Collected data:

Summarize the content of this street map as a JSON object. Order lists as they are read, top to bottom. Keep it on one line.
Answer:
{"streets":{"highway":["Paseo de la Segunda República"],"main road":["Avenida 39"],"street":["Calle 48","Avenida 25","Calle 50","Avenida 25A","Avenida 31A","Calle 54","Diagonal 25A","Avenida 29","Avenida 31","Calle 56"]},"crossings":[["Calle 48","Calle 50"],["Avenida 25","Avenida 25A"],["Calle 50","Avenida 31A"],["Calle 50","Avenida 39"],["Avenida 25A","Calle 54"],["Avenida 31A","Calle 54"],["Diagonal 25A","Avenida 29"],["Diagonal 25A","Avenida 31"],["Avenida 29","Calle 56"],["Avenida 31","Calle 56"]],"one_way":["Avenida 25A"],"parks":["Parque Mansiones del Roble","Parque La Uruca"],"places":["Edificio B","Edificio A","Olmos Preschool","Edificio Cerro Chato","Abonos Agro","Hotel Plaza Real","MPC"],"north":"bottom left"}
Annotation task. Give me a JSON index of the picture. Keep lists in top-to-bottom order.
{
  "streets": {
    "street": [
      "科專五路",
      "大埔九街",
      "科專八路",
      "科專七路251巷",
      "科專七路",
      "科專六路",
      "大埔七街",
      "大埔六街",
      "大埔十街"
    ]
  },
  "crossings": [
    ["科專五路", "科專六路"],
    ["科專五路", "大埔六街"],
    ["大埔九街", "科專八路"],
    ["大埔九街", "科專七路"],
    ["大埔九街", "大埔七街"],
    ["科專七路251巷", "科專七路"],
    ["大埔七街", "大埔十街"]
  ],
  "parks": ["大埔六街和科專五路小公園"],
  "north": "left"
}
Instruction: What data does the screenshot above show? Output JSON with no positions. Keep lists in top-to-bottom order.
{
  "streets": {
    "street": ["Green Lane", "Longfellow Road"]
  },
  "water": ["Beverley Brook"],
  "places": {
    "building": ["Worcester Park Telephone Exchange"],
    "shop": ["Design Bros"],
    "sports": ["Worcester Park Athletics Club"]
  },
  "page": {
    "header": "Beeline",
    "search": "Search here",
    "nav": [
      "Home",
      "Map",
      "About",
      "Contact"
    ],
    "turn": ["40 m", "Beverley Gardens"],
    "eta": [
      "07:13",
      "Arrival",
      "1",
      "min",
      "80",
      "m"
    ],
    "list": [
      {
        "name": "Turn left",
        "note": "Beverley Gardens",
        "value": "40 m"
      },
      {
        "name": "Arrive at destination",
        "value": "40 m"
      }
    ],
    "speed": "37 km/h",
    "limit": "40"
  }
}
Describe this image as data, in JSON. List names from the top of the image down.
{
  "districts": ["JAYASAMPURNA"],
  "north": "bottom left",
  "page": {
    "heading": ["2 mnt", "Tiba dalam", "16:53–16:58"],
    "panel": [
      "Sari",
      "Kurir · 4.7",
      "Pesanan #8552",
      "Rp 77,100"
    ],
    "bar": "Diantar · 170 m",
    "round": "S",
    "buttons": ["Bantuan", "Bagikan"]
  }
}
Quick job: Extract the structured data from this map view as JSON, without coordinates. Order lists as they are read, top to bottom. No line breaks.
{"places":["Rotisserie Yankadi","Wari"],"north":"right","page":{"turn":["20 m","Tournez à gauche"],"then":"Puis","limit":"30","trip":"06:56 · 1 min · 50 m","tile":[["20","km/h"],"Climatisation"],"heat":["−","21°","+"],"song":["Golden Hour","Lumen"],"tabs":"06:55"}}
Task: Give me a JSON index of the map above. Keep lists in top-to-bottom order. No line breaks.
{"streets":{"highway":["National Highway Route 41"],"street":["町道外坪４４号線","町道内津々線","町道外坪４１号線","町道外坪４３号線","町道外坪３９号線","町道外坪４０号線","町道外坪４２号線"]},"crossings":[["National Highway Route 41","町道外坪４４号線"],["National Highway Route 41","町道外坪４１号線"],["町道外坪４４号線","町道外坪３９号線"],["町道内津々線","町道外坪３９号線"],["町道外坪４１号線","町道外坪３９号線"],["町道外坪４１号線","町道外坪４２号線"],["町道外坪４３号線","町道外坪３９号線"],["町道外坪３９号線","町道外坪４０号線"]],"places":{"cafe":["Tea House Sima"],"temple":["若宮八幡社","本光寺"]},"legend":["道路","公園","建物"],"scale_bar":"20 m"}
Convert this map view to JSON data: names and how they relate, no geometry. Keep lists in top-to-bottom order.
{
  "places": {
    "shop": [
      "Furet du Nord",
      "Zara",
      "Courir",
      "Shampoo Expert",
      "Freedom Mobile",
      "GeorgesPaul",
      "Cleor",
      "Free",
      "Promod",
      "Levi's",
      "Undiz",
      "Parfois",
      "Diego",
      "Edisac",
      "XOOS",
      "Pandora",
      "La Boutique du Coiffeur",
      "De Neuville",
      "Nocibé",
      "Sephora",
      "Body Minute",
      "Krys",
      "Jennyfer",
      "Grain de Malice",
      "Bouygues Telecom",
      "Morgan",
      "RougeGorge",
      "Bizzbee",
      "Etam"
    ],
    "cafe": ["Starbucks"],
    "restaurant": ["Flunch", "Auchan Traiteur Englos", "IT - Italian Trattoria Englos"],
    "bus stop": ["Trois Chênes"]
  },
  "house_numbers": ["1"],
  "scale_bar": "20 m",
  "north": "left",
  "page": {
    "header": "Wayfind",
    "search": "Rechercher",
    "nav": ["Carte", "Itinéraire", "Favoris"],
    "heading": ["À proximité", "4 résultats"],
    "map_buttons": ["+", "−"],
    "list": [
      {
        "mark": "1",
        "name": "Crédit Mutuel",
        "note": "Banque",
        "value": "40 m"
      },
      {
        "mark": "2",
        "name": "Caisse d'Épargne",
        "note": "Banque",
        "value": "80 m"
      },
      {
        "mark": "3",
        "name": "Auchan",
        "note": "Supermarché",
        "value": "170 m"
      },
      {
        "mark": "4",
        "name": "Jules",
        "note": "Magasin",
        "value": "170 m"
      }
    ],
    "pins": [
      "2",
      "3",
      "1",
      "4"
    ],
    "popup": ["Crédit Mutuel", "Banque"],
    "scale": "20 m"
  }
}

Task description: Would you mind giving all the records again exactly?

Exercise result:
Summarize the content of this street map as a JSON object. Order lists as they are read, top to bottom. Keep it on one line.
Answer:
{"streets":{"highway":["Paseo de la Segunda República"],"main road":["Avenida 39"],"street":["Calle 48","Avenida 25","Calle 50","Avenida 25A","Avenida 31A","Calle 54","Diagonal 25A","Avenida 29","Avenida 31","Calle 56"]},"crossings":[["Calle 48","Calle 50"],["Avenida 25","Avenida 25A"],["Calle 50","Avenida 31A"],["Calle 50","Avenida 39"],["Avenida 25A","Calle 54"],["Avenida 31A","Calle 54"],["Diagonal 25A","Avenida 29"],["Diagonal 25A","Avenida 31"],["Avenida 29","Calle 56"],["Avenida 31","Calle 56"]],"one_way":["Avenida 25A"],"parks":["Parque Mansiones del Roble","Parque La Uruca"],"places":["Edificio B","Edificio A","Olmos Preschool","Edificio Cerro Chato","Abonos Agro","Hotel Plaza Real","MPC"],"north":"bottom left"}
Annotation task. Give me a JSON index of the picture. Keep lists in top-to-bottom order.
{
  "streets": {
    "street": [
      "科專五路",
      "大埔九街",
      "科專八路",
      "科專七路251巷",
      "科專七路",
      "科專六路",
      "大埔七街",
      "大埔六街",
      "大埔十街"
    ]
  },
  "crossings": [
    ["科專五路", "科專六路"],
    ["科專五路", "大埔六街"],
    ["大埔九街", "科專八路"],
    ["大埔九街", "科專七路"],
    ["大埔九街", "大埔七街"],
    ["科專七路251巷", "科專七路"],
    ["大埔七街", "大埔十街"]
  ],
  "parks": ["大埔六街和科專五路小公園"],
  "north": "left"
}
Instruction: What data does the screenshot above show? Output JSON with no positions. Keep lists in top-to-bottom order.
{
  "streets": {
    "street": ["Green Lane", "Longfellow Road"]
  },
  "water": ["Beverley Brook"],
  "places": {
    "building": ["Worcester Park Telephone Exchange"],
    "shop": ["Design Bros"],
    "sports": ["Worcester Park Athletics Club"]
  },
  "page": {
    "header": "Beeline",
    "search": "Search here",
    "nav": [
      "Home",
      "Map",
      "About",
      "Contact"
    ],
    "turn": ["40 m", "Beverley Gardens"],
    "eta": [
      "07:13",
      "Arrival",
      "1",
      "min",
      "80",
      "m"
    ],
    "list": [
      {
        "name": "Turn left",
        "note": "Beverley Gardens",
        "value": "40 m"
      },
      {
        "name": "Arrive at destination",
        "value": "40 m"
      }
    ],
    "speed": "37 km/h",
    "limit": "40"
  }
}
Describe this image as data, in JSON. List names from the top of the image down.
{
  "districts": ["JAYASAMPURNA"],
  "north": "bottom left",
  "page": {
    "heading": ["2 mnt", "Tiba dalam", "16:53–16:58"],
    "panel": [
      "Sari",
      "Kurir · 4.7",
      "Pesanan #8552",
      "Rp 77,100"
    ],
    "bar": "Diantar · 170 m",
    "round": "S",
    "buttons": ["Bantuan", "Bagikan"]
  }
}
Quick job: Extract the structured data from this map view as JSON, without coordinates. Order lists as they are read, top to bottom. No line breaks.
{"places":["Rotisserie Yankadi","Wari"],"north":"right","page":{"turn":["20 m","Tournez à gauche"],"then":"Puis","limit":"30","trip":"06:56 · 1 min · 50 m","tile":[["20","km/h"],"Climatisation"],"heat":["−","21°","+"],"song":["Golden Hour","Lumen"],"tabs":"06:55"}}
Task: Give me a JSON index of the map above. Keep lists in top-to-bottom order. No line breaks.
{"streets":{"highway":["National Highway Route 41"],"street":["町道外坪４４号線","町道内津々線","町道外坪４１号線","町道外坪４３号線","町道外坪３９号線","町道外坪４０号線","町道外坪４２号線"]},"crossings":[["National Highway Route 41","町道外坪４４号線"],["National Highway Route 41","町道外坪４１号線"],["町道外坪４４号線","町道外坪３９号線"],["町道内津々線","町道外坪３９号線"],["町道外坪４１号線","町道外坪３９号線"],["町道外坪４１号線","町道外坪４２号線"],["町道外坪４３号線","町道外坪３９号線"],["町道外坪３９号線","町道外坪４０号線"]],"places":{"cafe":["Tea House Sima"],"temple":["若宮八幡社","本光寺"]},"legend":["道路","公園","建物"],"scale_bar":"20 m"}
Convert this map view to JSON data: names and how they relate, no geometry. Keep lists in top-to-bottom order.
{
  "places": {
    "shop": [
      "Furet du Nord",
      "Zara",
      "Courir",
      "Shampoo Expert",
      "Freedom Mobile",
      "GeorgesPaul",
      "Cleor",
      "Free",
      "Promod",
      "Levi's",
      "Undiz",
      "Parfois",
      "Diego",
      "Edisac",
      "XOOS",
      "Pandora",
      "La Boutique du Coiffeur",
      "De Neuville",
      "Nocibé",
      "Sephora",
      "Body Minute",
      "Krys",
      "Jennyfer",
      "Grain de Malice",
      "Bouygues Telecom",
      "Morgan",
      "RougeGorge",
      "Bizzbee",
      "Etam"
    ],
    "cafe": ["Starbucks"],
    "restaurant": ["Flunch", "Auchan Traiteur Englos", "IT - Italian Trattoria Englos"],
    "bus stop": ["Trois Chênes"]
  },
  "house_numbers": ["1"],
  "scale_bar": "20 m",
  "north": "left",
  "page": {
    "header": "Wayfind",
    "search": "Rechercher",
    "nav": ["Carte", "Itinéraire", "Favoris"],
    "heading": ["À proximité", "4 résultats"],
    "map_buttons": ["+", "−"],
    "list": [
      {
        "mark": "1",
        "name": "Crédit Mutuel",
        "note": "Banque",
        "value": "40 m"
      },
      {
        "mark": "2",
        "name": "Caisse d'Épargne",
        "note": "Banque",
        "value": "80 m"
      },
      {
        "mark": "3",
        "name": "Auchan",
        "note": "Supermarché",
        "value": "170 m"
      },
      {
        "mark": "4",
        "name": "Jules",
        "note": "Magasin",
        "value": "170 m"
      }
    ],
    "pins": [
      "2",
      "3",
      "1",
      "4"
    ],
    "popup": ["Crédit Mutuel", "Banque"],
    "scale": "20 m"
  }
}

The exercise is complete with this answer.